Debt Mutual Funds ? A mutual fund is that predominantly invest in fixed income based instruments like Government securities, bonds, corporate deposits, commercial papers, call money etc are debt mutual funds. These are considered fairly safe with little risk to capital, but income from these funds can depend on factors like interest rate cycle, liquidity position in the economy, central banks monetary policy etc. Debt mutual funds can be segmented on the basis of the nature of underlying securities they hold Income funds (Medium to long term bonds / CPs / CDs/GSec), Short term funds (Short term bonds / Call money) and Liquid funds (Cash / Call Money).

Gold Funds ?
A mutual fund that primarily invest in gold bullion on gold mining companies are Gold funds. Their price movements will more or less reflect the price movement of gold in the market.

What is SIP?
SIP stands for Systematic Investment Plan, and It’s a way to invest a fixed amount regularly in mutual fund schemes. It is similar to a Recurring Deposit (RD) in a bank. In SIP, an Investor selects a period (1 Year 3 Years or Even perpetuity), intervals (Weekly, Monthly, Quarterly etc.) and amount. The amount will auto – debit from the investor’s bank account after every interval for a selected period. As retail investors participation has been increasing in mutual funds, SIP is also gaining popularity amongst them. But still, most of the retail investors are still unaware / unclear about Systematic Investment Plan (SIP).
Rupee-Cost Averaging
With volatile markets, most investors remain skeptical about the best time to invest and try to ‘time’ their entry into the market. Rupee-cost averaging allows you to opt out of the guessing game. Since you are a regular investor, your money fetches more units when the price is low and lesser when the price is high. During volatile periods, it may allow you to achieve a lower average cost per unit.

Power of Compounding
Albert Einstein once said, “Compound interest is the eighth wonder of the world. He who understands it, earns it… while he who doesn’t, pays it.” The rule for compounding is simple – the sooner you start investing, the more time your money has to grow.

EXAMPLE –
If you started investing Rs. 10,000 a month on your 40th birthday, in 20 years time you would have put aside Rs. 24 lakhs. If that investment grew by an average of 7% a year, it would be worth Rs. 52.4 lakhs when you reach 60.
However, if you started investing 10 years earlier, your Rs. 10,000 each month would add up to Rs. 36 lakh over 30 years. Assuming the same average annual growth of 7%, you would have Rs. 1.22 Cr on your 60th birthday – more than double the amount you would have received if you had started 10 years later.
Open ended schemes: They don’t have a fixed maturity date. Investors can buy and sell units of mutual fund, at any time within market trading hours.
Close ended schemes: These schemes are open for investment only for a short period of time. You have to invest within this time frame. The close ended schemes are listed on a stock exchange. You can buy and sell units on the stock exchange through a broker just like stocks

Service Advantages

Tailored solution

Our distinctive approach and customized investment offered to meet your goals.

Upbeat Advisory

Active hands on investment advisory enabling us to compound capital to deliver best outcomes.

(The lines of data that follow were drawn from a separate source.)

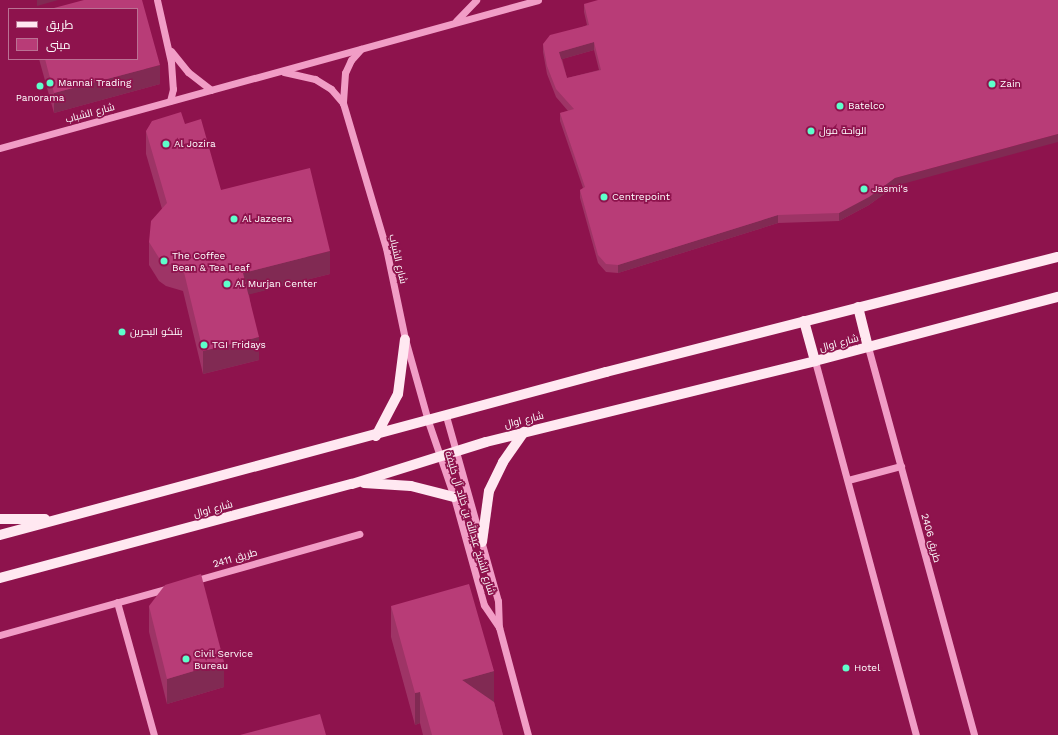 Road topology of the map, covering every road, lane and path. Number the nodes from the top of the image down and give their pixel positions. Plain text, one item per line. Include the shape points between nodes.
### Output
1 (157, 0) edge
2 (476, 0) edge
3 (505, 0) edge
4 (538, 0) edge
5 (507, 8) junction
6 (453, 24) junction
7 (169, 49) junction
8 (361, 49) junction
9 (278, 71) junction
10 (211, 90) junction
11 (170, 101) junction
12 (343, 103) junction
13 (0, 148) edge
14 (1058, 257) edge
15 (1058, 297) edge
16 (858, 307) junction
17 (804, 321) junction
18 (406, 339) junction
19 (868, 347) junction
20 (815, 361) junction
21 (446, 416) junction
22 (428, 421) junction
23 (524, 432) junction
24 (376, 436) junction
25 (456, 451) junction
26 (439, 456) junction
27 (901, 466) junction
28 (848, 480) junction
29 (352, 484) junction
30 (454, 497) junction
31 (0, 519) edge
32 (57, 519) junction
33 (359, 534) dead end
34 (0, 535) edge
35 (482, 542) junction
36 (0, 578) edge
37 (117, 602) junction
38 (499, 627) junction
39 (0, 634) edge
40 (154, 735) edge
41 (528, 735) edge
42 (916, 735) edge
43 (974, 735) edge

1 - 7 street
2 - 6 street
3 - 5 street
4 - 5 street, شارع الشباب
5 - 6 street, شارع الشباب
6 - 8 street, شارع الشباب
7 - 10 street via 188,72
7 - 11 street via 173,75
8 - 9 street, شارع الشباب
8 - 12 street, شارع الشباب via 351,60 345,73
9 - 10 street, شارع الشباب
9 - 12 street, شارع الشباب via 315,79 331,89
10 - 11 street, شارع الشباب
11 - 13 street, شارع الشباب
12 - 18 street, شارع الشباب via 386,248
14 - 16 main road
15 - 19 main road, شارع اوال
16 - 17 main road
16 - 19 main road
17 - 20 main road
17 - 21 main road
18 - 22 street, شارع الشباب
18 - 24 main road via 398,394
19 - 20 main road, شارع اوال
19 - 27 street, طريق 2406
20 - 23 main road, شارع اوال
20 - 28 street
21 - 22 main road
21 - 25 street, شارع الشيخ عبدالله بن خالد آل خليفة
22 - 24 main road
22 - 26 street, شارع الشيخ عبدالله بن خالد آل خليفة
23 - 25 main road, شارع اوال
23 - 35 main road via 503,462 489,491
24 - 32 main road
25 - 26 main road, شارع اوال
25 - 35 street, شارع الشيخ عبدالله بن خالد آل خليفة
26 - 29 main road, شارع اوال
26 - 30 street, شارع الشيخ عبدالله بن خالد آل خليفة
27 - 28 street
27 - 43 street, طريق 2406
28 - 42 street
29 - 30 main road via 405,485
29 - 36 main road, شارع اوال
30 - 38 street, شارع الشيخ عبدالله بن خالد آل خليفة via 484,605
31 - 32 main road
32 - 34 main road
33 - 37 street, طريق 2411
35 - 38 street, شارع الشيخ عبدالله بن خالد آل خليفة via 498,601
37 - 39 street, طريق 2411
37 - 40 street
38 - 41 street, شارع الشيخ عبدالله بن خالد آل خليفة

Access to global investment opportunities

Your one-stop solution to array of global products.

Track & Trail

You are updated regularly on changing market dynamics.

Continuous supervision & portfolio analysis

Your portfolio is continuously supervised and analyzed by our experts.

Expert market intellect

Our approach involves, best in class in-house and third party research by market experts .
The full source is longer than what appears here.